People photos with keypoints
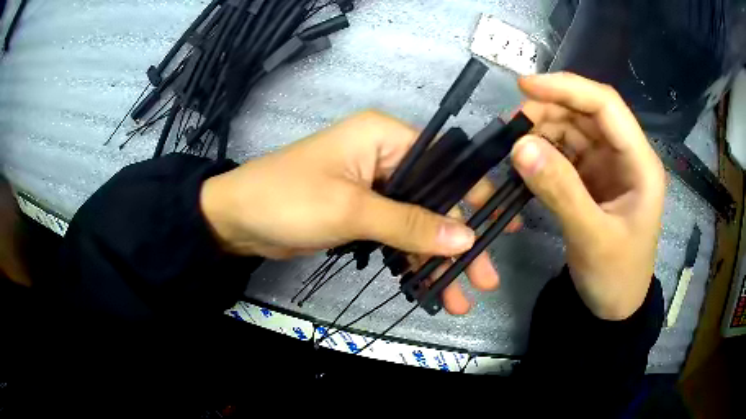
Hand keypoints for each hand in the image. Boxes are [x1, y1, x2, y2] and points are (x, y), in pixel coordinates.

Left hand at [200, 111, 518, 313]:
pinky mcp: (361, 213)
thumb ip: (409, 224)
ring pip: (418, 222)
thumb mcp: (351, 210)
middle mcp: (384, 156)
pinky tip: (429, 285)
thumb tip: (465, 237)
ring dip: (437, 258)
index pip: (444, 163)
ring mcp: (373, 187)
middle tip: (486, 277)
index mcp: (385, 137)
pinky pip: (397, 235)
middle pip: (435, 198)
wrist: (236, 219)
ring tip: (460, 297)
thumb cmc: (288, 200)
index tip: (501, 228)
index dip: (474, 196)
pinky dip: (411, 260)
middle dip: (459, 240)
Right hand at [511, 72, 664, 319]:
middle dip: (549, 111)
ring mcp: (609, 166)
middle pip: (587, 113)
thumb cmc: (616, 277)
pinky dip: (544, 152)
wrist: (616, 307)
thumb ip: (560, 191)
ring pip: (574, 130)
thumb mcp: (591, 238)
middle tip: (512, 127)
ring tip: (515, 147)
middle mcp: (626, 155)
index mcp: (640, 163)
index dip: (567, 88)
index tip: (524, 86)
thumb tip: (519, 147)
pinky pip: (566, 152)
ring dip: (543, 131)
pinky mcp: (593, 180)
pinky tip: (527, 162)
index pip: (606, 106)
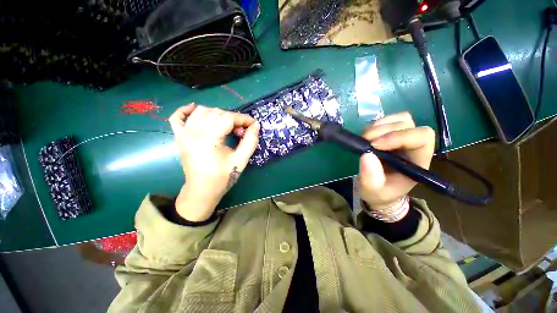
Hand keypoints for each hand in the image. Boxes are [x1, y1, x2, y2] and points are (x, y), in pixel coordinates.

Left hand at [169, 104, 259, 221]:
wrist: (202, 191)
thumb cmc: (223, 178)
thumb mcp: (241, 160)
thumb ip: (250, 141)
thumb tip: (255, 125)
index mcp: (208, 139)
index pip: (228, 118)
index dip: (243, 119)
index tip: (253, 124)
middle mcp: (193, 132)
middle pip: (216, 113)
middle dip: (233, 118)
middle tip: (242, 131)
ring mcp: (183, 134)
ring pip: (201, 111)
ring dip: (218, 114)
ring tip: (227, 126)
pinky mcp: (179, 137)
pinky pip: (178, 117)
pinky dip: (186, 110)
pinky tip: (195, 109)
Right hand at [357, 112, 434, 211]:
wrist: (379, 190)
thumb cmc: (380, 193)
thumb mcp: (373, 191)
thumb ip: (371, 177)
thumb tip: (366, 155)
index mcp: (417, 161)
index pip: (421, 138)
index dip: (399, 136)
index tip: (375, 145)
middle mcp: (413, 146)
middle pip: (408, 125)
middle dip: (384, 131)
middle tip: (365, 141)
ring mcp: (402, 138)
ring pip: (399, 119)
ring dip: (379, 126)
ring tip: (364, 138)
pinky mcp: (390, 135)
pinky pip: (388, 120)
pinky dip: (375, 124)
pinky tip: (367, 136)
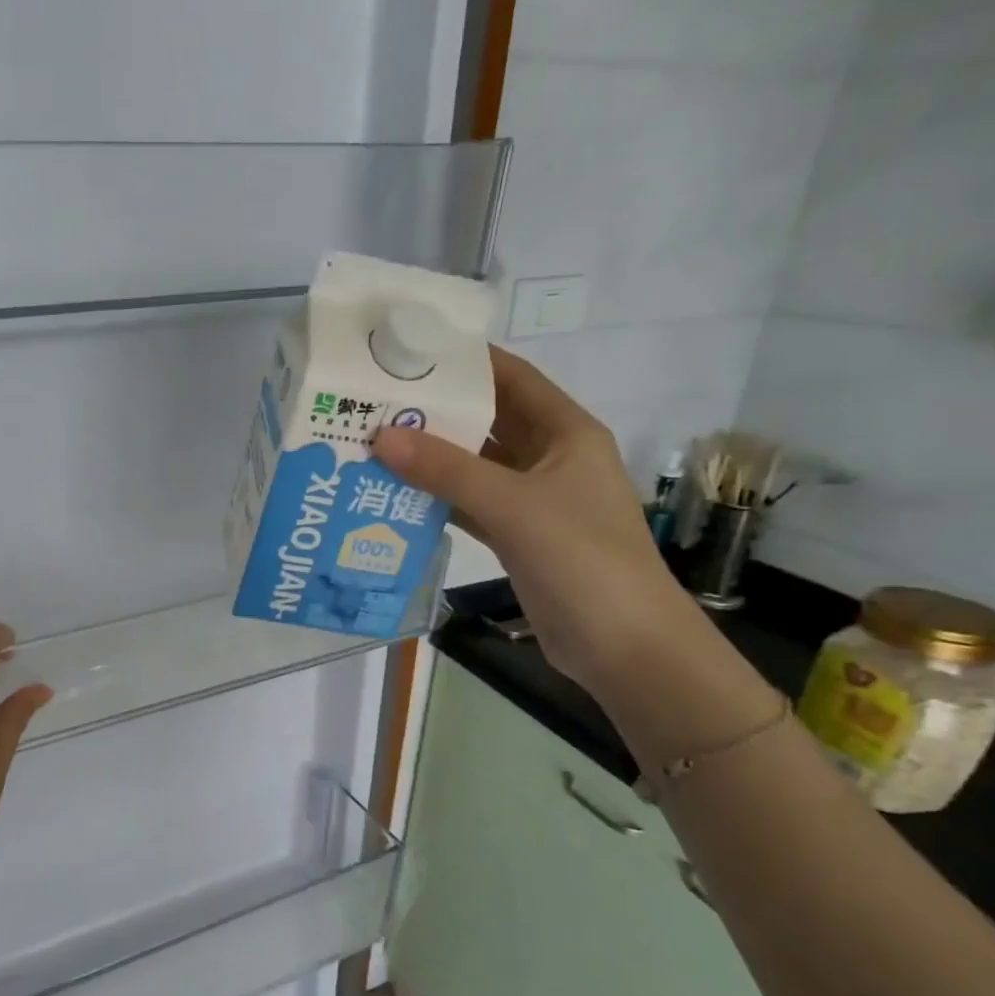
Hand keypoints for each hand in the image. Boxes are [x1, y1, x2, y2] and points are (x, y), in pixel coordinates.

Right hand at [374, 346, 701, 698]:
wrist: (622, 644)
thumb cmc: (581, 560)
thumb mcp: (514, 506)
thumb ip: (447, 471)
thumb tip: (381, 436)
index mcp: (565, 433)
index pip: (512, 378)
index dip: (466, 360)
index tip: (409, 351)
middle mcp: (549, 458)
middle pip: (487, 421)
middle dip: (436, 412)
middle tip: (374, 402)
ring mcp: (532, 500)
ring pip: (473, 466)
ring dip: (430, 459)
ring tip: (371, 445)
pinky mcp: (516, 537)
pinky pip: (469, 505)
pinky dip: (436, 500)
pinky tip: (393, 496)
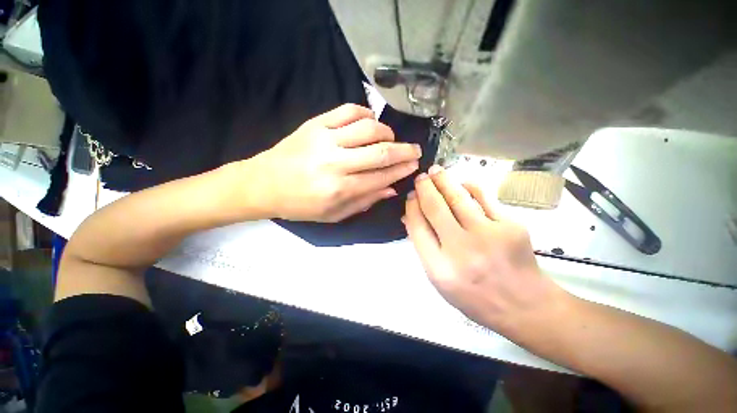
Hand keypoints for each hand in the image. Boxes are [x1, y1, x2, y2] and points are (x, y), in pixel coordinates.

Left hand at [248, 104, 420, 221]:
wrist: (263, 184)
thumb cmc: (300, 205)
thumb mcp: (334, 215)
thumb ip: (365, 202)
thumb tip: (391, 189)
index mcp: (340, 189)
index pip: (381, 177)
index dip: (401, 170)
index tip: (414, 165)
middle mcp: (335, 163)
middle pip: (380, 152)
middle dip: (404, 151)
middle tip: (415, 150)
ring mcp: (324, 139)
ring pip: (368, 128)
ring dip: (387, 133)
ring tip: (390, 139)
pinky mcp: (315, 124)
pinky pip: (347, 110)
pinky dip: (365, 114)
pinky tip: (370, 123)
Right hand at [403, 165, 563, 331]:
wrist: (524, 305)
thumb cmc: (474, 295)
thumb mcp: (439, 278)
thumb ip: (424, 246)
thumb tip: (410, 216)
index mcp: (440, 267)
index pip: (418, 227)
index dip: (411, 207)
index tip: (411, 196)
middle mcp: (461, 250)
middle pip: (435, 208)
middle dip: (424, 187)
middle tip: (421, 177)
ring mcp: (488, 236)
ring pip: (458, 197)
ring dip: (443, 180)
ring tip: (435, 171)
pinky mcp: (510, 226)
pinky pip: (483, 198)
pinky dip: (469, 187)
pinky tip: (462, 183)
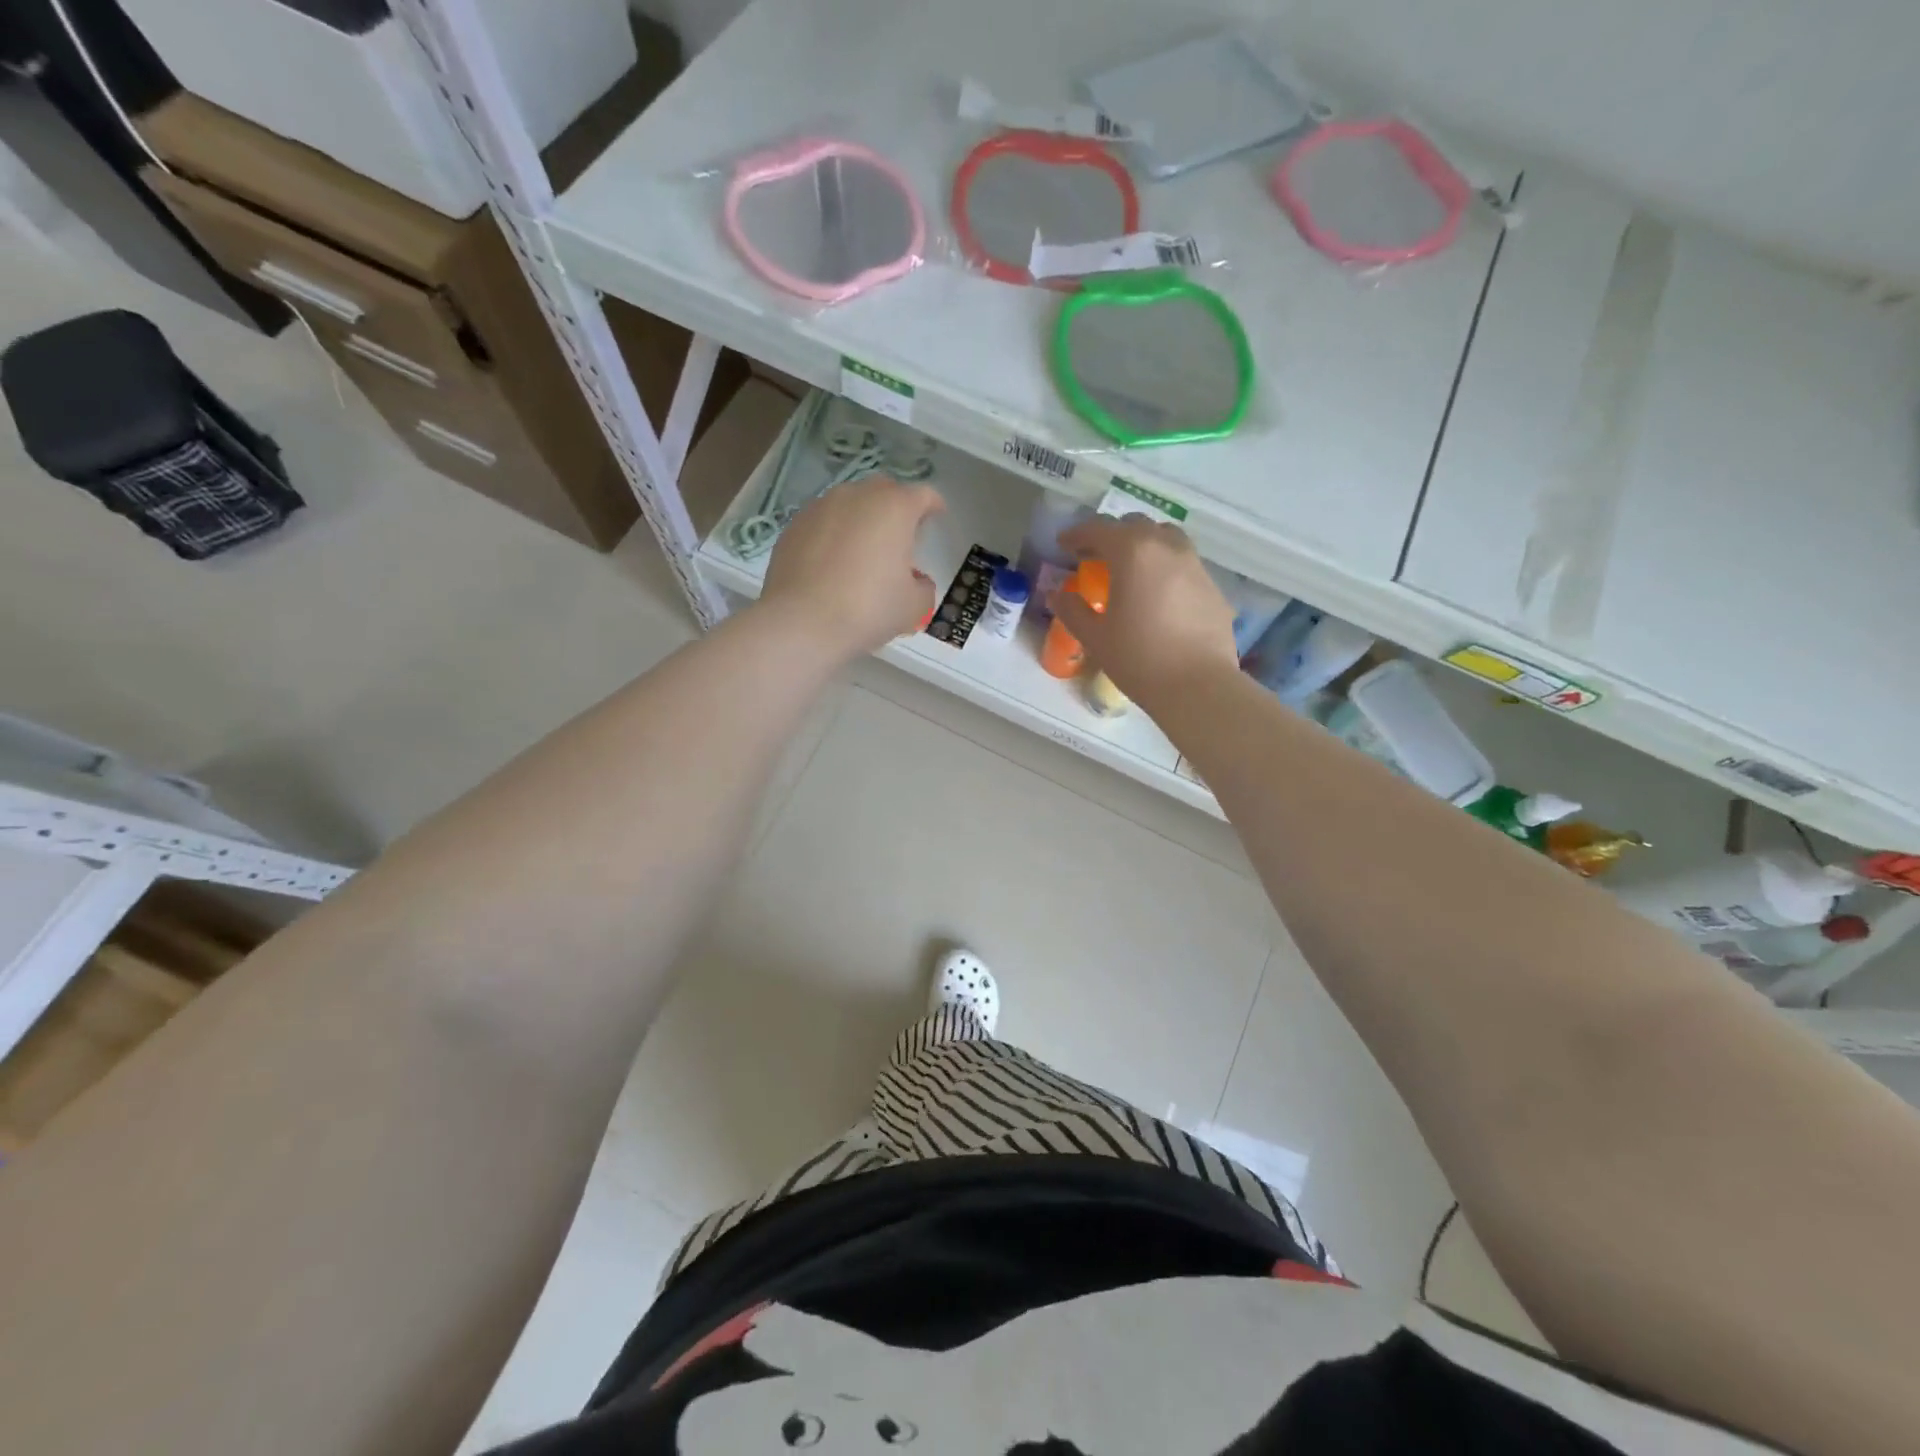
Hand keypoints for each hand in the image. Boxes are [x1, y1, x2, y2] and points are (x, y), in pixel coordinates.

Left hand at [759, 476, 943, 660]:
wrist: (801, 622)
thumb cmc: (868, 609)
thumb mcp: (913, 606)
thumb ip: (923, 587)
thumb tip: (916, 581)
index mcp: (895, 508)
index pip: (923, 495)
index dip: (933, 506)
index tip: (936, 518)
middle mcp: (857, 496)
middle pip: (884, 490)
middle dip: (896, 507)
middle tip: (900, 536)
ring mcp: (820, 507)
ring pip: (850, 504)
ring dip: (862, 519)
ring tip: (863, 550)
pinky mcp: (794, 525)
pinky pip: (823, 522)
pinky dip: (834, 534)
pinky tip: (833, 563)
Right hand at [1052, 513, 1239, 707]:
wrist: (1198, 686)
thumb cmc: (1138, 658)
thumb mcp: (1095, 637)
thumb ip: (1072, 610)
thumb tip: (1056, 595)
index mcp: (1133, 552)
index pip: (1099, 528)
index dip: (1078, 534)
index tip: (1064, 544)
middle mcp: (1167, 547)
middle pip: (1136, 525)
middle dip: (1112, 535)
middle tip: (1095, 556)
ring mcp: (1195, 565)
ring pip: (1166, 538)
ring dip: (1143, 545)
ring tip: (1130, 569)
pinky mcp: (1213, 587)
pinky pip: (1184, 564)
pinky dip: (1165, 567)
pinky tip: (1158, 595)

* _Task directions_
Drop the images; return the entries above exactly as they appear.

* _Response for this exercise_
Hand keypoints for each hand in the image. Boxes are [x1, y1, x2, y2] and points are (x, y), in pixel coordinates.

Left hand at [200, 111, 518, 313]:
pinky mcp: (361, 213)
thumb ip: (409, 224)
ring pip: (418, 222)
thumb mcp: (351, 210)
middle mcp: (384, 156)
pinky tip: (429, 285)
thumb tip: (465, 237)
ring dip: (437, 258)
index pip: (444, 163)
ring mcp: (373, 187)
middle tip: (486, 277)
index mcp: (385, 137)
pinky pip: (397, 235)
middle pip: (435, 198)
wrist: (236, 219)
ring tip: (460, 297)
thumb cmc: (288, 200)
index tip: (501, 228)
index dip: (474, 196)
pinky dip: (411, 260)
middle dip: (459, 240)
Right hand at [511, 72, 664, 319]:
middle dip: (549, 111)
ring mcp: (609, 166)
middle pip: (587, 113)
thumb cmc: (616, 277)
pinky dip: (544, 152)
wrist: (616, 307)
thumb ip: (560, 191)
ring pip: (574, 130)
thumb mcp: (591, 238)
middle tip: (512, 127)
ring tip: (515, 147)
middle mcp: (626, 155)
index mcp: (640, 163)
index dip: (567, 88)
index tip: (524, 86)
thumb tip: (519, 147)
pinky pip: (566, 152)
ring dip: (543, 131)
pinky mcp: (593, 180)
pinky tip: (527, 162)
index pip: (606, 106)
Hand keypoints for each hand in the image. Boxes are [x1, y1, x2, y2] and points are (x, y), in pixel coordinates.

Left hand at [169, 104, 259, 221]:
wrist: (202, 191)
thumb cmc: (223, 178)
thumb mcp: (241, 160)
thumb ip: (250, 141)
thumb tip: (255, 125)
index mcp: (208, 139)
index pip: (228, 118)
index dip: (243, 119)
index tip: (253, 124)
middle mcp: (193, 132)
middle pip: (216, 113)
middle dip: (233, 118)
middle tip: (242, 131)
ring mcp: (183, 134)
ring pip: (201, 111)
ring dip: (218, 114)
ring tip: (227, 126)
pinky mcp: (179, 137)
pinky pip: (178, 117)
pinky dip: (186, 110)
pinky tip: (195, 109)
Right hand at [357, 112, 434, 211]:
wrist: (379, 190)
thumb cmc: (380, 193)
thumb mcp: (373, 191)
thumb ip: (371, 177)
thumb tip: (366, 155)
index mcp: (417, 161)
index pip: (421, 138)
index dip: (399, 136)
index tip: (375, 145)
middle mcp: (413, 146)
middle pip: (408, 125)
middle dip: (384, 131)
middle tip: (365, 141)
ring mcp: (402, 138)
ring pip: (399, 119)
ring dip: (379, 126)
ring tip: (364, 138)
pinky mcp: (390, 135)
pinky pip: (388, 120)
pinky dip: (375, 124)
pinky tip: (367, 136)
Hand keypoints for each hand in the image. Boxes are [x1, y1, x2, y2] and points are (x, y), in pixel coordinates.

Right hand at [374, 346, 701, 698]:
wrist: (622, 644)
thumb cmc: (581, 560)
thumb mcp: (514, 506)
thumb ip: (447, 471)
thumb tip: (381, 436)
index mcp: (565, 433)
index pip: (512, 378)
index dip: (466, 360)
index tip: (409, 351)
middle mcp: (549, 458)
middle pip: (487, 421)
middle dip: (436, 412)
middle tip: (374, 402)
ring mcp: (532, 500)
ring pip: (473, 466)
ring dip: (430, 459)
ring tip: (371, 445)
pinky mcp: (516, 537)
pinky pip: (469, 505)
pinky dip: (436, 500)
pinky tip: (393, 496)
Hand keypoints for each hand in the image. Boxes are [x1, y1, x2, y2] and points are (x, y), in pixel coordinates.

Left hand at [248, 104, 420, 221]:
wrist: (263, 184)
thumb cmc: (300, 205)
thumb mcp: (334, 215)
thumb ip: (365, 202)
thumb tip: (391, 189)
index mcp: (340, 189)
index pip: (381, 177)
index dip: (401, 170)
index tip: (414, 165)
middle mcp: (335, 163)
middle pip: (380, 152)
middle dip: (404, 151)
middle tip: (415, 150)
ring mcp: (324, 139)
ring pip: (368, 128)
ring dip: (387, 133)
ring tip: (390, 139)
pinky mcp: (315, 124)
pinky pip: (347, 110)
pinky dip: (365, 114)
pinky tip: (370, 123)
Right hand at [403, 165, 563, 331]:
wrist: (524, 305)
thumb cmc: (474, 295)
thumb mcp: (439, 278)
thumb ip: (424, 246)
thumb tip: (410, 216)
index mcp: (440, 267)
index pip: (418, 227)
index dip: (411, 207)
index tip: (411, 196)
middle mcp: (461, 250)
middle pip: (435, 208)
middle dip: (424, 187)
middle tip: (421, 177)
ring mcp: (488, 236)
ring pip: (458, 197)
ring dip: (443, 180)
ring tip: (435, 171)
pinky mcp: (510, 226)
pinky pip: (483, 198)
pinky dip: (469, 187)
pinky tip: (462, 183)
Hand keypoints for each hand in the image. Boxes are [x1, y1, x2, y2] and points are (x, y), in pixel coordinates.

Left hand at [759, 476, 943, 660]:
wrist: (801, 622)
thumb cmc: (868, 609)
thumb mcp: (913, 606)
thumb ip: (923, 587)
thumb tip: (916, 581)
index mcp: (895, 508)
index pip: (923, 495)
index dip: (933, 506)
index tip: (936, 518)
middle mcp: (857, 496)
middle pip: (884, 490)
middle dip: (896, 507)
middle tip: (900, 536)
ring mcp: (820, 507)
ring pip: (850, 504)
ring dip: (862, 519)
ring tip: (863, 550)
pinky mcp: (794, 525)
pinky pip: (823, 522)
pinky dip: (834, 534)
pinky tip: (833, 563)
Right hand at [1052, 513, 1239, 707]:
wrist: (1198, 686)
thumb cmc: (1138, 658)
thumb mcp: (1095, 637)
thumb ip: (1072, 610)
thumb tip: (1056, 595)
index mcp: (1133, 552)
index pip: (1099, 528)
index dip: (1078, 534)
index tip: (1064, 544)
middle mcp: (1167, 547)
middle pip: (1136, 525)
middle dip: (1112, 535)
middle tip: (1095, 556)
ring mcp: (1195, 565)
ring pip: (1166, 538)
ring dip: (1143, 545)
ring tip: (1130, 569)
pinky mcp: (1213, 587)
pinky pip: (1184, 564)
pinky dip: (1165, 567)
pinky tip: (1158, 595)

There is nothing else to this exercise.